| WORK INSTRUCTIONS |
Copy out, from the data below, each line in which the word "Shaheed" occurs.

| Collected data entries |
******************************

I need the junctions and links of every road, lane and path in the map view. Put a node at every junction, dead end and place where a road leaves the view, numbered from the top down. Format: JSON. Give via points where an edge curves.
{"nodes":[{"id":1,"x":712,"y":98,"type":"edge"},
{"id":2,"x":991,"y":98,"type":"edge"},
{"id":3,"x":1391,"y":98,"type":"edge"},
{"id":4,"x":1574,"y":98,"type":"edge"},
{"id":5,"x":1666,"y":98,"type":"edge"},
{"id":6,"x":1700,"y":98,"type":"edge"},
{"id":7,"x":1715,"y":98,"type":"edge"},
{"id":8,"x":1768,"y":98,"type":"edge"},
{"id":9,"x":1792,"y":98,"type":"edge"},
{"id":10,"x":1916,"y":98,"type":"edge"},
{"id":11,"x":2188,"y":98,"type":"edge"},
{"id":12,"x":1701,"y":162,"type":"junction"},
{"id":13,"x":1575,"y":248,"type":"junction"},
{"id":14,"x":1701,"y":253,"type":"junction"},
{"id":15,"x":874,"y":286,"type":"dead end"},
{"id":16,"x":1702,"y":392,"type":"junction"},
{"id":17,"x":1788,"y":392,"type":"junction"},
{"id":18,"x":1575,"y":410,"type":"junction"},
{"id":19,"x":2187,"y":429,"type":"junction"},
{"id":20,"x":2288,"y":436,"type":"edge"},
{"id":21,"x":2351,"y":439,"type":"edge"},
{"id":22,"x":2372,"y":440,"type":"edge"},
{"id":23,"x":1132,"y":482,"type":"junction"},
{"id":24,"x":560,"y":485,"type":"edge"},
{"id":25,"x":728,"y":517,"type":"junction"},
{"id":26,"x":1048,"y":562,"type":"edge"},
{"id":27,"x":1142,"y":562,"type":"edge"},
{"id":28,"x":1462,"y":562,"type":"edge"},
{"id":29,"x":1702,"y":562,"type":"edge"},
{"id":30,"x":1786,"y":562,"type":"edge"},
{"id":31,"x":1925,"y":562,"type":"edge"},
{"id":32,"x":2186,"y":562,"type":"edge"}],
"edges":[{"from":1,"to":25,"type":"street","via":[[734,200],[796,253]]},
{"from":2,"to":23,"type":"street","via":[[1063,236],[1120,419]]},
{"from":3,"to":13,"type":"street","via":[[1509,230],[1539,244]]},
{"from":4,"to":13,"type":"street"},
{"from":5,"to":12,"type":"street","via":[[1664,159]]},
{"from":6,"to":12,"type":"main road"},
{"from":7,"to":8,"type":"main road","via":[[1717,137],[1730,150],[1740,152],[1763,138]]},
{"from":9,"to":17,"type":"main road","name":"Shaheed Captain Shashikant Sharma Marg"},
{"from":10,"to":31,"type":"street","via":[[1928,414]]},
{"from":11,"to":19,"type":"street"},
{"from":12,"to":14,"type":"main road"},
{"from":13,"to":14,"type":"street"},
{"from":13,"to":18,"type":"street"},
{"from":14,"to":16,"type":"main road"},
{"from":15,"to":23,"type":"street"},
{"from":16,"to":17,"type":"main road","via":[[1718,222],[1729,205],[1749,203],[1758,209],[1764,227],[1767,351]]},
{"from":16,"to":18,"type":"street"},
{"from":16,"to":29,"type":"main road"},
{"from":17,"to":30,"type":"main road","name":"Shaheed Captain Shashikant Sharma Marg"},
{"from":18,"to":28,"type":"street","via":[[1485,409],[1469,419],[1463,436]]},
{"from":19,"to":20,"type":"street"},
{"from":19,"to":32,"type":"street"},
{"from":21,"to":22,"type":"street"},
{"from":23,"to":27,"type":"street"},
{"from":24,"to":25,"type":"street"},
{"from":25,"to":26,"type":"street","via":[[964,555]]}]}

******************************

| SOLUTION TO THIS PROBLEM |
{"from":9,"to":17,"type":"main road","name":"Shaheed Captain Shashikant Sharma Marg"},
{"from":17,"to":30,"type":"main road","name":"Shaheed Captain Shashikant Sharma Marg"},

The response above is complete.